Le jésuite prend un air malheureux. Il se dirige vers Toussaint qui, lui, cherche Aurore du regard, elle qui ne répond pas, prisonnière de ce frère violent et intraitable. Il le saisit par le bras, le guide vers la porte conduisant à la cour d’honneur. Son filleul ne réagit pas, bouleversé par la nouvelle, et refusant de l’accepter, même si, en se raisonnant, les méthodes de son parrain pourraient s’expliquer. Certes, celui-ci a menti, mais ses intentions étaient louables : il voulait préserver son protégé. En cachant l’existence de Marie, il lui épargnait la honte et le chagrin d’une mère, fille publique. Et d’un père crocheteur violent et aviné ? Ou bagnard en cavale, mercenaire aux mains rougies par le sang de ses victimes ? Ou tout cela à la fois ?

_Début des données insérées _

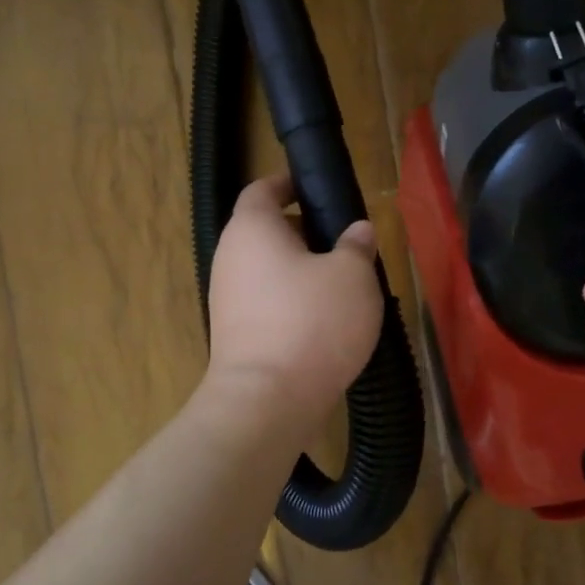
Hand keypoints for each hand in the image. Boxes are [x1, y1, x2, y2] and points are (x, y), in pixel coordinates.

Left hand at [205, 175, 383, 426]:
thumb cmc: (313, 322)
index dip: (289, 184)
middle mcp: (230, 257)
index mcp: (252, 228)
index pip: (263, 189)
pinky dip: (292, 303)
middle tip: (343, 243)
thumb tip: (357, 231)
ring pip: (267, 270)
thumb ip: (356, 245)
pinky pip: (266, 303)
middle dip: (304, 232)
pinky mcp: (234, 335)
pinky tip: (324, 322)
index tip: (316, 189)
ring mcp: (227, 299)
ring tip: (342, 286)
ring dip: (300, 271)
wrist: (267, 401)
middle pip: (265, 231)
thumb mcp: (353, 276)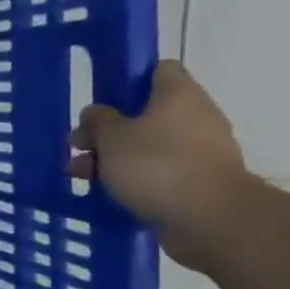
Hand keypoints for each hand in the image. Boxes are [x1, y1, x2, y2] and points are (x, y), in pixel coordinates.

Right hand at [67, 61, 254, 269]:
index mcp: (178, 95)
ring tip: (83, 177)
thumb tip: (98, 113)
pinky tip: (108, 193)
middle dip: (108, 131)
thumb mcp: (110, 137)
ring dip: (114, 158)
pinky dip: (134, 179)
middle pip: (145, 113)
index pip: (158, 69)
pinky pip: (159, 171)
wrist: (211, 219)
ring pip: (148, 145)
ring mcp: (201, 151)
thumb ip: (97, 120)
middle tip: (78, 147)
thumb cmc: (156, 165)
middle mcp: (196, 117)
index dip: (129, 78)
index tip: (102, 98)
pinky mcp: (200, 181)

La porte se referme. Ils piétinent le gravier de la cour. Toussaint s’efforce d’oublier qu’Aurore, immobile et muette, n’a rien entrepris pour le retenir. Mais pouvait-elle s’opposer à son frère, à l’aîné, au soldat ? Le garçon rassemble ses idées, cherche où le bât blesse. Que lui a appris Berthe ? Marie travaillait chez le marquis, et l’honnêteté lui ordonne de revoir les moments où lui-même habitait dans cette demeure. Marolles était en charge des bonnes œuvres de la famille. Comment, de fait, oublier les indigents venant supplier le jésuite de leur venir en aide ? L’un d’eux ne fut-il pas engagé comme jardinier ? Donc, la bonté aurait pu profiter à une autre. À Marie ? Sans doute.

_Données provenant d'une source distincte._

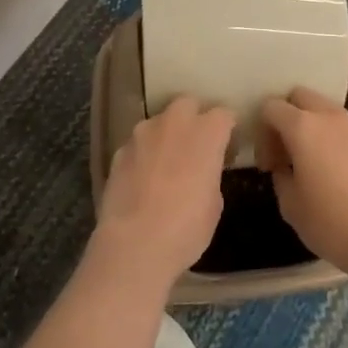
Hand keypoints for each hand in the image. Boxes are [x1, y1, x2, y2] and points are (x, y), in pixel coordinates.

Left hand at [96, 95, 233, 287]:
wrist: (135, 244)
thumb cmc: (186, 228)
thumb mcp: (214, 203)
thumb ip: (210, 173)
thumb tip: (202, 171)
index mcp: (206, 133)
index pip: (224, 114)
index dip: (228, 129)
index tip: (228, 148)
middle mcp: (174, 122)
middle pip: (188, 103)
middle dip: (195, 117)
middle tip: (197, 145)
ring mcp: (142, 133)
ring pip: (159, 121)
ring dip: (166, 134)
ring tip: (167, 162)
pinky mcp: (119, 150)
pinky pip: (138, 143)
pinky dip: (144, 153)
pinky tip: (144, 178)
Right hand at [258, 87, 347, 282]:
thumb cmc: (332, 222)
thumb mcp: (291, 206)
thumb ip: (280, 177)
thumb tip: (284, 168)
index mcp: (302, 127)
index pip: (271, 107)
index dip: (262, 132)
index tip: (268, 164)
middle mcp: (328, 117)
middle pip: (299, 96)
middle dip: (286, 117)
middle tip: (285, 151)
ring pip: (324, 108)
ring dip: (311, 125)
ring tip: (311, 160)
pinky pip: (344, 127)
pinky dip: (332, 137)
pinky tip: (335, 169)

— Il est temps de retourner à Montcler.
Le jésuite use d’un ton mesuré. Le retour sera pesant. Il y aura peu de mots et il s’y est préparé. Tout compte fait, les choses s’arrangent grâce au rôle tenu par François. Il connaît la fougue du jeune homme, devine que Toussaint ne fut pas épargné, d’autant que ces deux-là ne se sont jamais entendus. Au temps de l’enfance, ils se détestaient et l’affection d’Aurore n’a fait qu’accroître une sorte de jalousie troublante, possessive. En apprenant que le collégien se trouvait ici, le soldat devint furieux. Il arpenta l’hôtel, sonda les valets jusqu’à dénicher Berthe qui ne put cacher pourquoi elle sanglotait. François jaillit alors chez son père, accusant l’intrus d’agir en soudard, de se comporter en maître, et exigeant son renvoi immédiat. Le marquis était d’accord, ce qui ajouta à l’embarras d’un Marolles tentant de justifier cette présence en évoquant une sorte de pèlerinage . Son filleul avait souhaité se rendre sur les lieux de ses primes années afin de retrouver son passé. Le jeune capitaine y vit plutôt un honteux procédé pour se rapprocher de sa sœur, et les façons employées avec Berthe montraient qu’il s’agissait d’un mufle. Aussi, demanda-t-il à son père le droit de le chasser sur-le-champ, manu militari . Le jésuite sauta sur l’occasion pour donner une leçon à un filleul trop curieux. Il confirma, à mi-mot, les assertions de François. Le matin, Toussaint avait fait montre d’exagération et, pour tout dire, s’était emporté violemment tant son désir d’apprendre tournait en tyrannie. Marolles avait toutefois laissé entendre qu’un tel vœu pouvait se comprendre :
— Qui ne veut pas savoir d’où il vient ?
— Qu’on le lui dise ! rugit le fils aîné du marquis.